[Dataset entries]

..............................

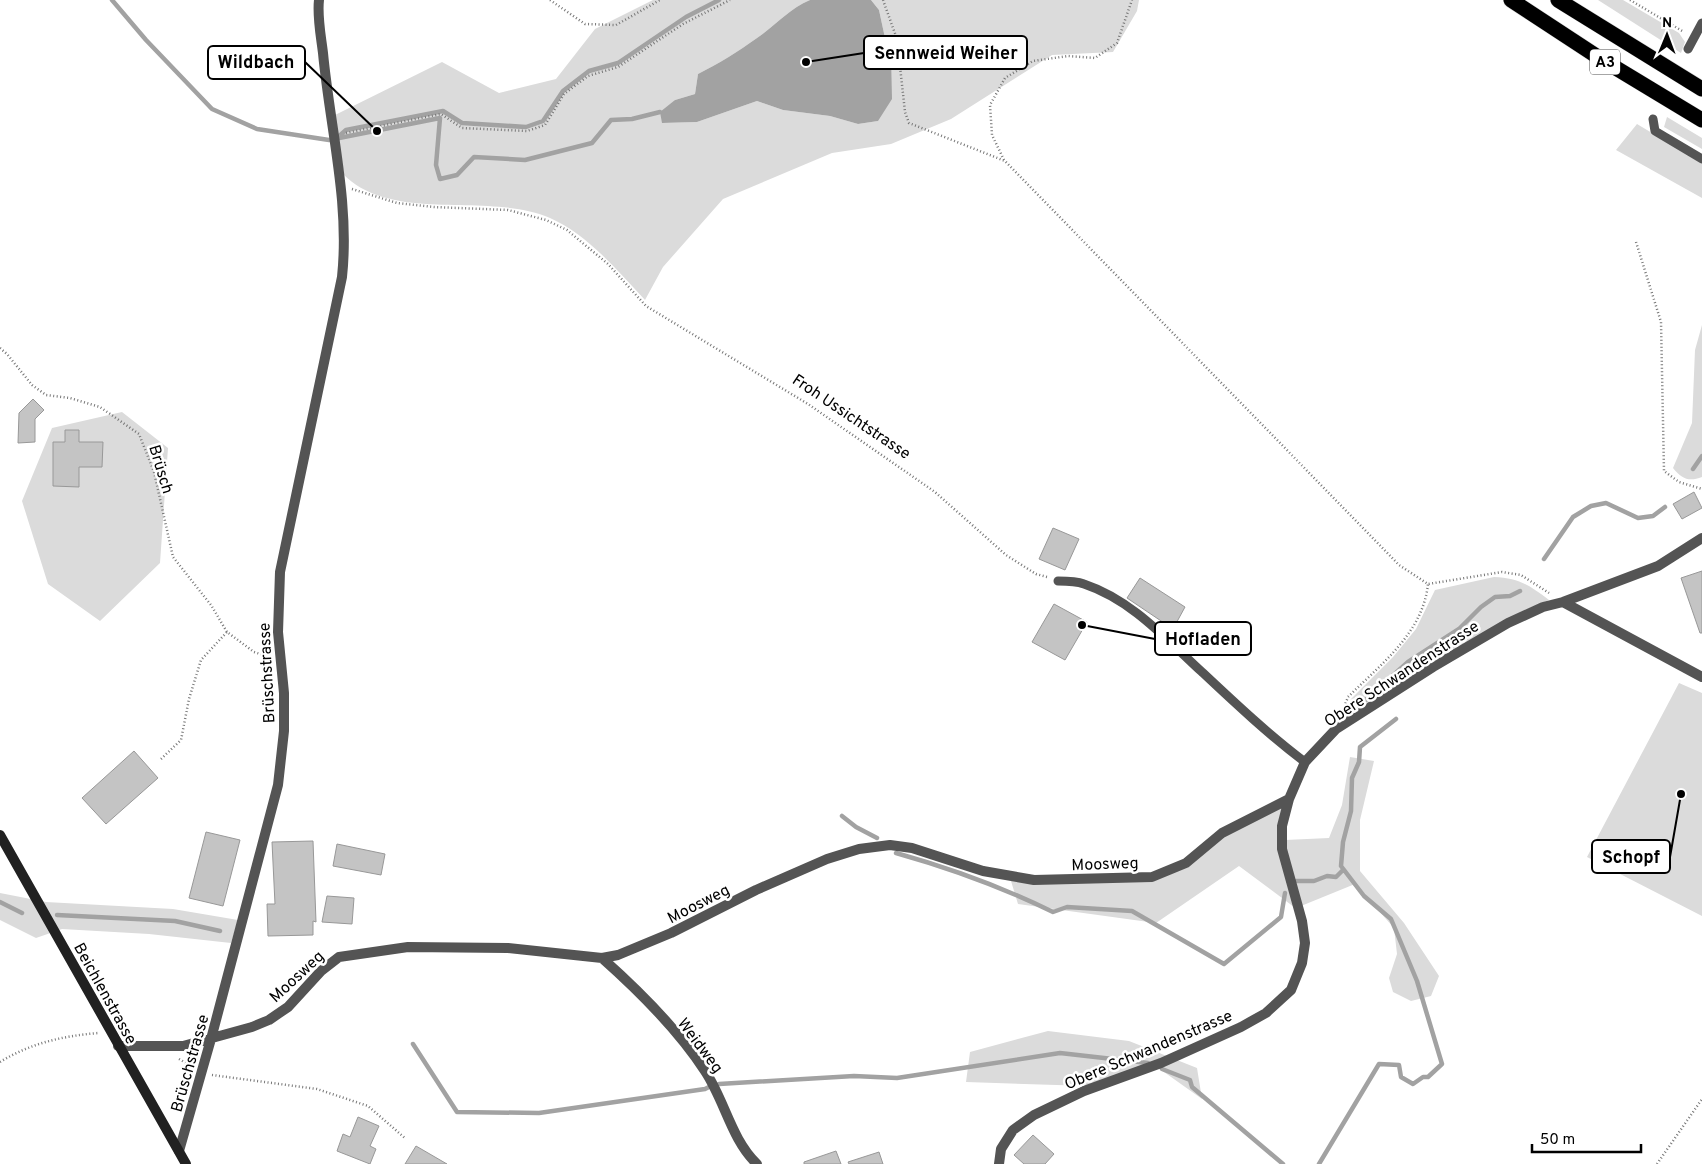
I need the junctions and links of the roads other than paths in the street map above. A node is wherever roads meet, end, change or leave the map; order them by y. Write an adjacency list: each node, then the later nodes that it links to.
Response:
1 (319, 0): 18 (street, Brüschstrasse)
2 (1510, 0): 8 (highway, A3)
3 (1558, 0): 6 (highway, A3)
4 (1702, 23): 5 (lane)
5 (1688, 49)
6 (1702, 89)
7 (1654, 119): 9 (lane)
8 (1702, 120)
9 (1702, 159)
10 (1702, 538): 12 (street, Obere Schwandenstrasse)
11 (1058, 580): 14 (lane)
12 (1563, 602): 13 (street); 14 (street, Obere Schwandenstrasse)
13 (1702, 677)
14 (1305, 762): 15 (street, Obere Schwandenstrasse)
15 (1289, 799): 17 (street, Moosweg); 23 (street, Obere Schwandenstrasse)
16 (0, 835): 19 (street, Beichlenstrasse)
17 (602, 958): 18 (street, Moosweg); 22 (street, Weidweg)
18 (212, 1040): 19 (street, Moosweg); 20 (street, Brüschstrasse)
19 (118, 1046): 20 (street, Beichlenstrasse)
20 (179, 1152): 21 (street, Beichlenstrasse)
21 (186, 1164)
22 (757, 1164)
23 (999, 1164)

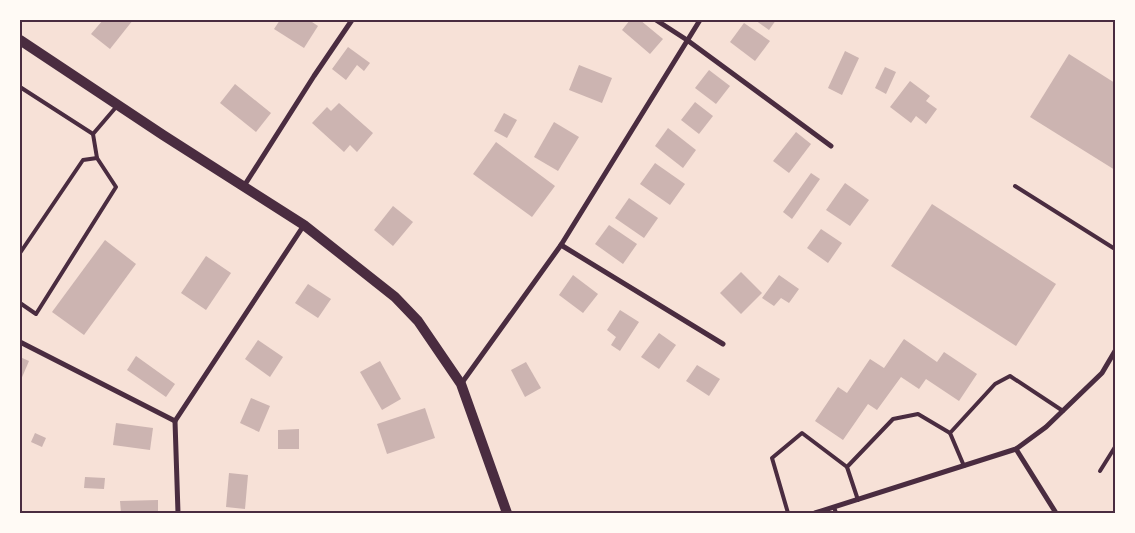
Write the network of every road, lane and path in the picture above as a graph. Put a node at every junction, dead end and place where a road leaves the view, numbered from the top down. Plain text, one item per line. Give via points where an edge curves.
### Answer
1 (352, 20) edge
2 (656, 20) edge
3 (700, 20) edge
4 (20, 40) edge
5 (686, 40) junction
6 (20, 87) edge
7 (119, 105) junction
8 (93, 134) junction
9 (831, 146) dead end
10 (96, 158) junction
11 (1015, 186) dead end
12 (244, 187) junction
13 (304, 225) junction
14 (561, 245) junction
15 (1115, 249) edge
16 (20, 253) edge
17 (20, 303) edge
18 (20, 342) edge
19 (723, 344) dead end
20 (1115, 351) edge
21 (461, 384) junction
22 (1062, 411) junction
23 (175, 421) junction
24 (950, 433) junction
25 (1115, 447) edge
26 (1016, 449) junction
27 (964, 466) junction
28 (847, 467) junction
29 (1100, 471) dead end
30 (858, 500) junction
31 (835, 510) edge
32 (178, 513) edge
33 (507, 513) edge
34 (788, 513) edge
35 (815, 513) edge
36 (1056, 513) edge

1 - 12 street
2 - 5 street
3 - 5 street
4 - 7 main road
5 - 9 street
5 - 14 street
6 - 8 lane
7 - 8 lane
7 - 12 main road
8 - 10 lane
10 - 16 lane via 83,160
10 - 17 lane via 116,187 36,314
11 - 15 lane
12 - 13 main road
13 - 21 main road via 395,297 418,321
13 - 23 street
14 - 19 street
14 - 21 street
18 - 23 street
20 - 22 street via 1102,373
21 - 33 main road
22 - 24 lane via 1010,376 995,384
22 - 26 street
23 - 32 street
24 - 27 lane
24 - 28 lane via 918,414 893,419
25 - 29 lane
26 - 27 street
26 - 36 street
27 - 30 street
28 - 30 lane
28 - 34 lane via 802,434 772,458
30 - 31 street
31 - 35 street

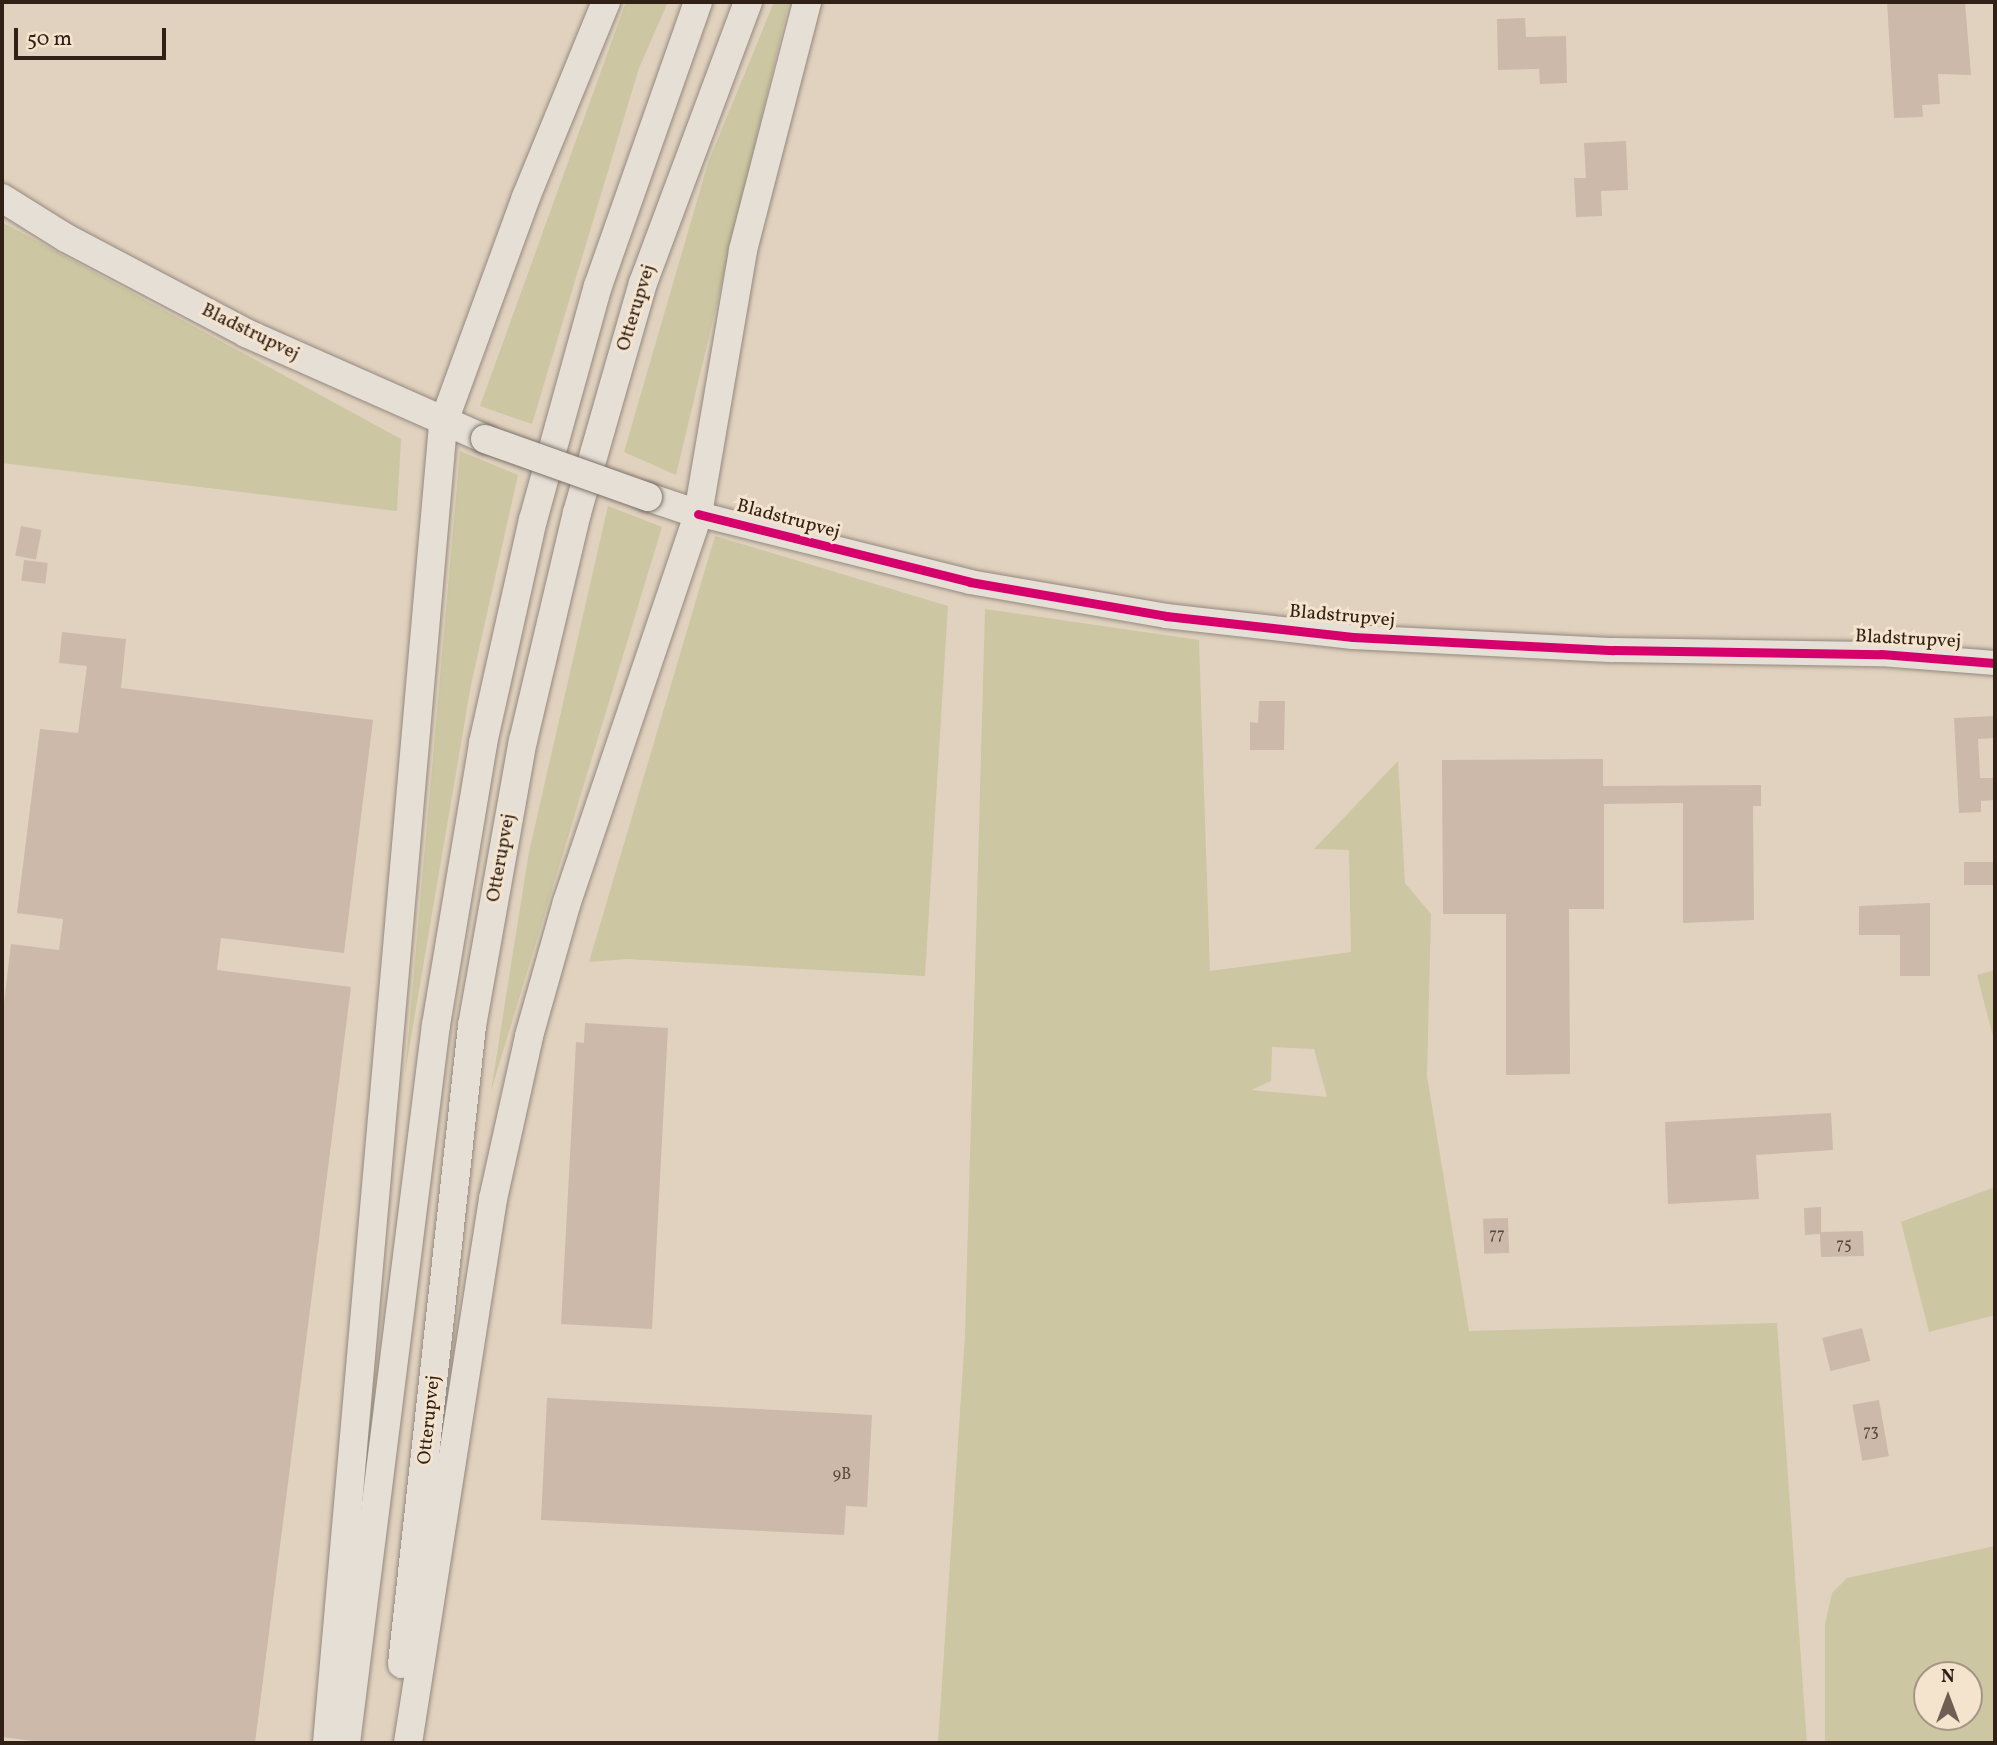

..............................

Copy each line in the data that holds the word "Write".

## Expected output:
I need the junctions and links of the roads other than paths in the street map above. A node is wherever roads meet, end, change or leave the map; order them by y. Write an adjacency list: each node, then the later nodes that it links to.
Write the network of every road, lane and path in the picture above as a graph. Put a node at every junction, dead end and place where a road leaves the view, numbered from the top down. Plain text, one item per line. Give via points where an edge curves.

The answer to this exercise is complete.